In what seems to be something of a cyclical nightmare, with manufacturing plants and trucking and logistics companies not being required to mandate vaccines, they will likely experience increased staffing shortages as COVID-19 continues to infect workers.
Negative test needed. Now that the mandate for private businesses is off the table, employers will likely require more testing in an attempt to control the spread of the virus. President Biden implored private companies to consider their own mandates for their employees still, but it remains to be seen how many businesses will choose that mitigation route.
Negative tests are also required in many educational institutions, airlines, and even restaurants and entertainment venues in some states. All the requirements are contributing to the testing shortage. However, many firmly believe that if the negative test requirements for certain places and events were removed, the COVID spread would worsen.
Combating the shortage. Quick solutions are needed, since the continued shortage of at-home tests seems inevitable. Testing manufacturers are attempting to ramp up production, despite setbacks with staffing and shipping interruptions in response to the demand.
New test companies are awaiting FDA approval to bring additional rapid-test options to the market. With authorizations for new tests, the hitch in the supply chain will hopefully begin to ease by the end of the month, if not mid-February.

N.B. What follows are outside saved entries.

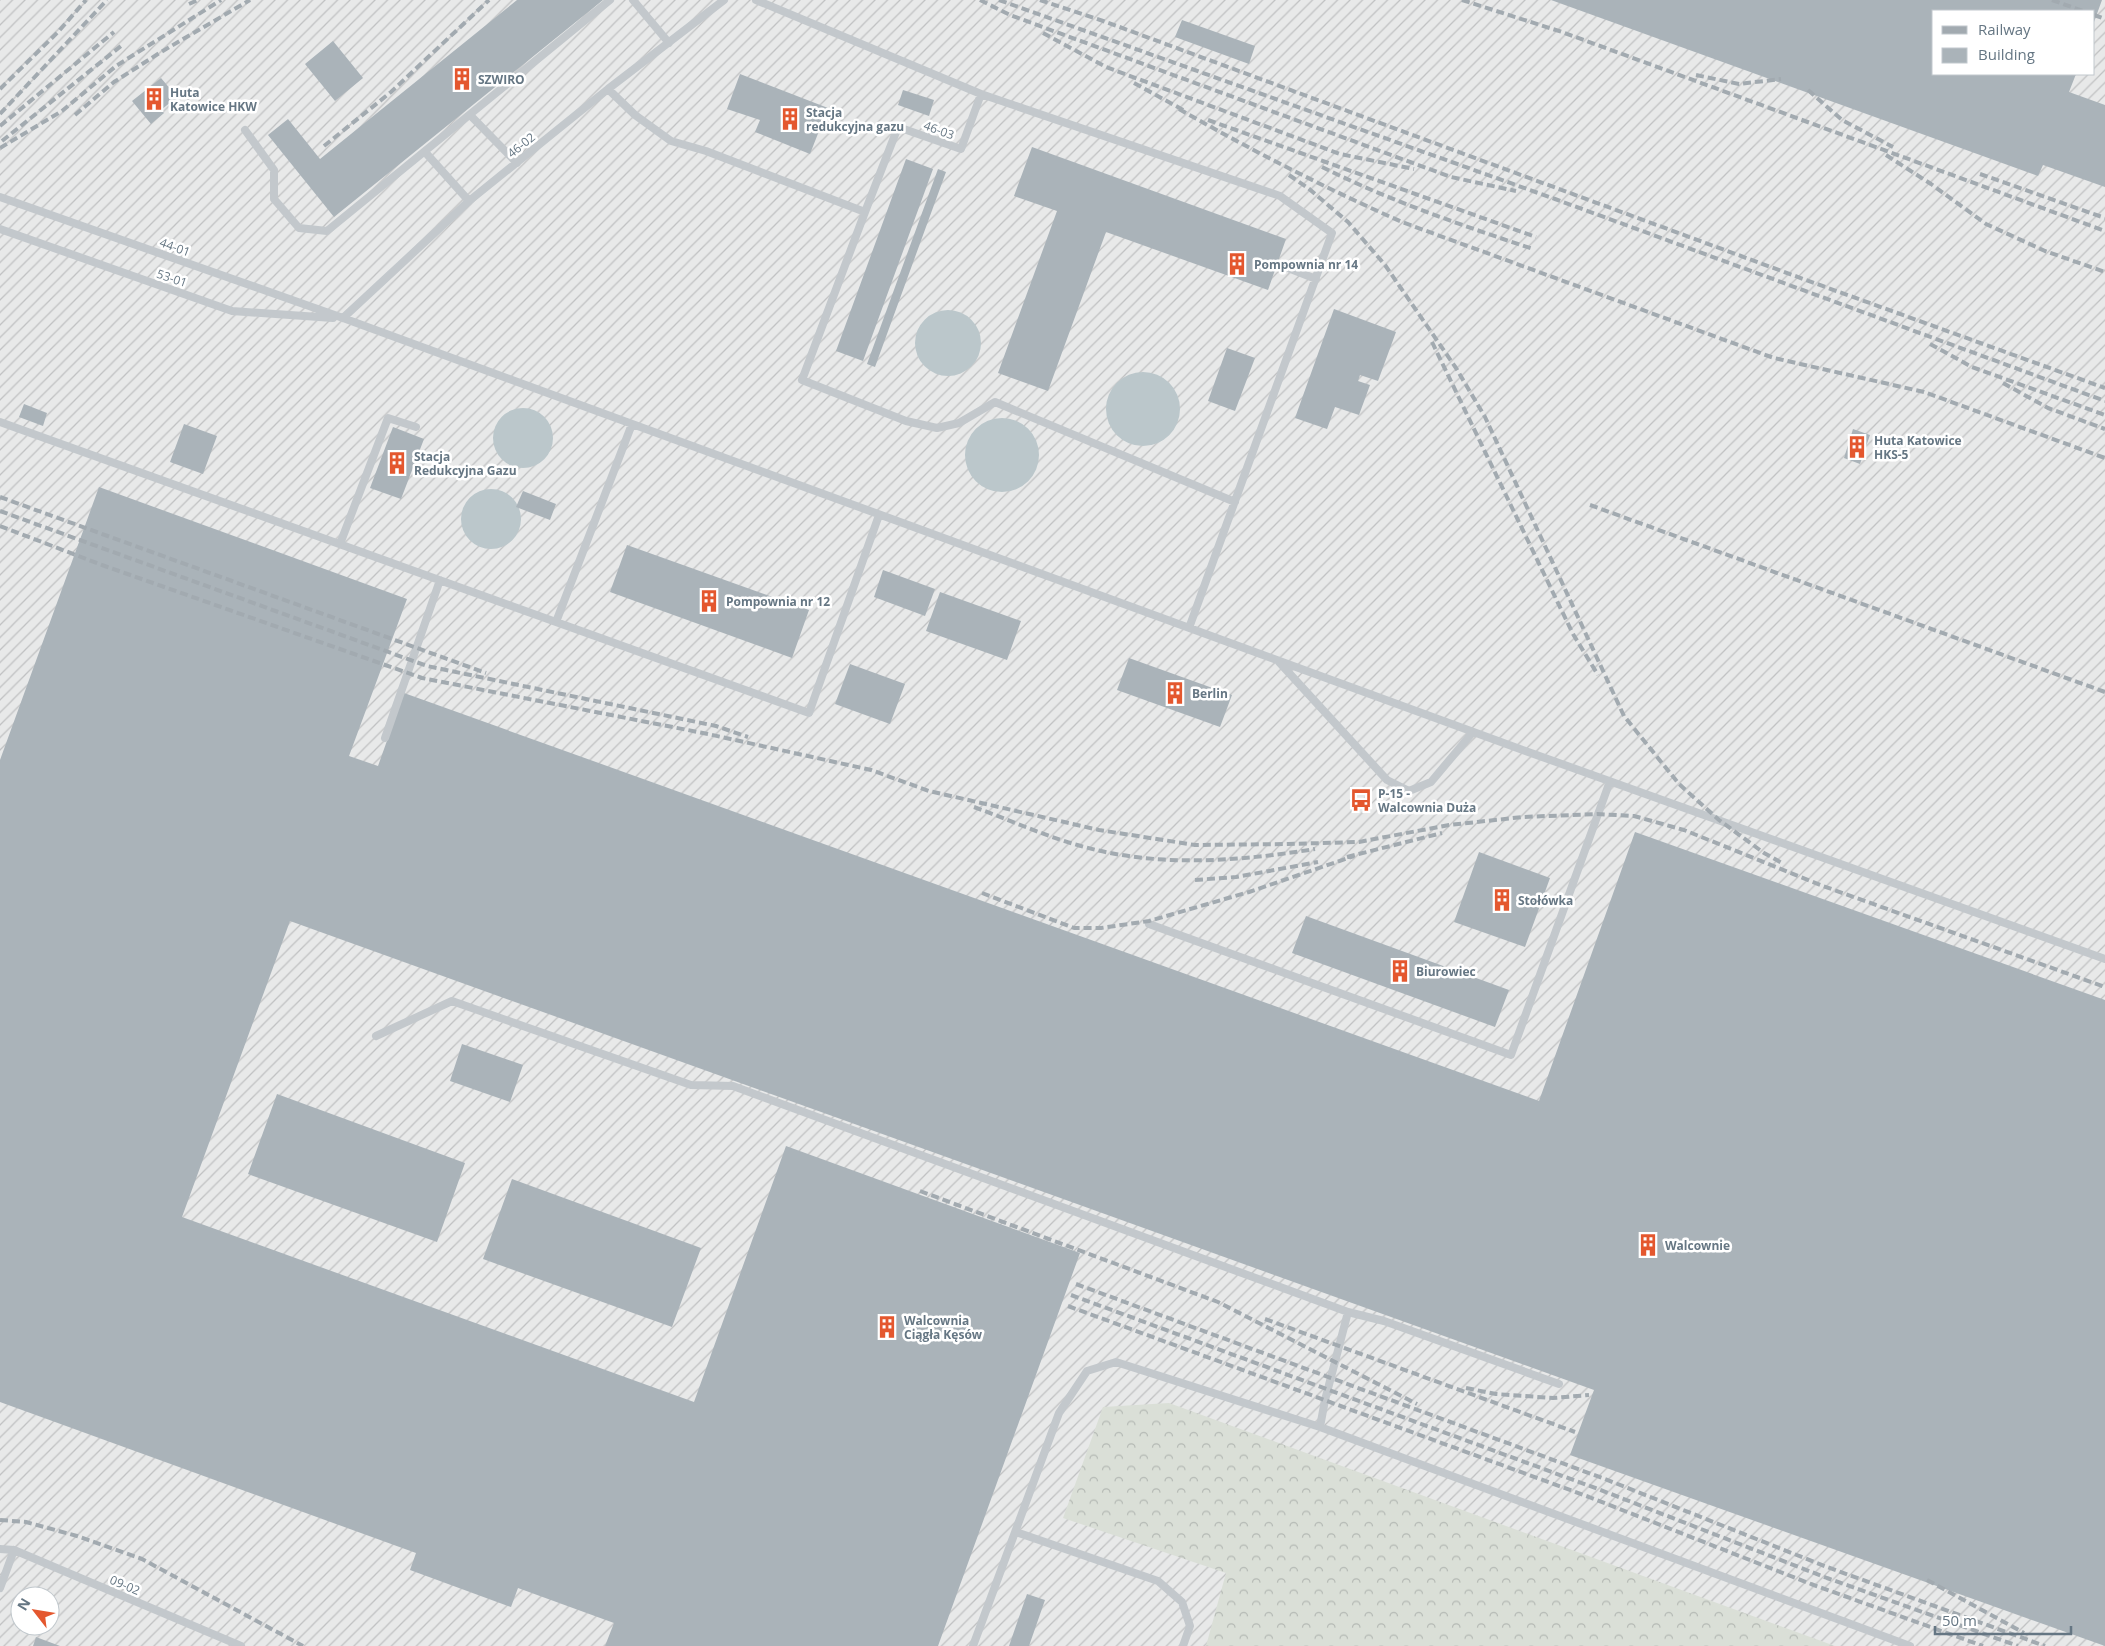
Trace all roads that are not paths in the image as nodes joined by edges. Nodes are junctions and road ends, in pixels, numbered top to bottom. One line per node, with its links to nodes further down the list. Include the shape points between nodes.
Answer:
1 (610, 0): 8 (lane)
2 (633, 0): 5 (lane)
3 (724, 0): 5 (lane, 46-02)
4 (756, 0): 7 (lane)
5 (669, 43): 6 (lane, 46-02)
6 (608, 89): 11 (lane, 46-02); 14 (lane, via 635,115 671,141 706,151)
7 (981, 94): 14 (lane, 46-03, via 961,149 898,127); 17 (lane, via 1280,196 1332,233)
8 (470, 115): 10 (lane); 11 (lane)
9 (245, 130): 10 (lane, via 274,170 274,199 299,228 327,231)
10 (425, 152): 13 (lane)
11 (517, 163): 13 (lane, 46-02)
12 (0, 197): 18 (lane, 44-01)
13 (469, 201): 18 (lane, 46-02)
14 (865, 212): 22 (lane, via 802,380 906,421 937,428 959,423 994,402)
15 (0, 229): 18 (lane, 53-01, via 232,311)
16 (1283, 266): 17 (lane)
17 (1316, 279): 22 (lane)
18 (342, 318): 20 (lane, 44-01)
19 (0, 422): 24 (lane)
20 (632, 424): 23 (lane, 44-01); 26 (lane)
21 (416, 427): 24 (lane, via 388,418)
22 (1235, 502): 27 (lane)
23 (879, 515): 26 (lane, via 809,713); 27 (lane, 44-01)
24 (340, 544): 25 (lane)
25 (440, 580): 26 (lane); 30 (lane)
26 (556, 622)
27 (1189, 628): 28 (lane, 44-01)
28 (1278, 661): 29 (lane, 44-01); 29 (lane, via 1387,780 1409,791 1431,782)
29 (1473, 732): 31 (lane, 44-01)
30 (385, 738)
31 (1610, 781): 32 (lane, via 1511,1055); 33 (lane, 44-01)
32 (1149, 924)
33 (2105, 959)
34 (376, 1036): 35 (lane, via 452,1001 691,1084 733,1086)
35 (1348, 1312): 36 (lane, via 1384,1321); 37 (lane)
36 (1559, 1384)
37 (1320, 1427): 38 (lane, via 1116,1362 1087,1371 1059,1412); 45 (lane)
38 (1016, 1532): 43 (lane); 44 (lane, via 1158,1581 1182,1602 1190,1626)
39 (0, 1548): 40 (lane, 09-02)
40 (14, 1550): 41 (lane); 42 (lane, 09-02)
41 (0, 1588)
42 (241, 1646)
43 (973, 1646)
44 (1184, 1646)
45 (1910, 1646)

One of the nation’s largest at-home test suppliers, Abbott, is continuing to ramp up its supply. It aims to supply 70 million BinaxNOW rapid tests in January, an increase from the 50 million it provided to the U.S. in December.
While the Supreme Court strike-down of the vaccine-or-test mandate might seem like a victory to some private businesses, a domino effect is likely for the supply chain. People clamoring for tests will have to keep a close eye on supply chain updates and plan accordingly.
Patrick Callaway is chief executive officer of Octofund Group.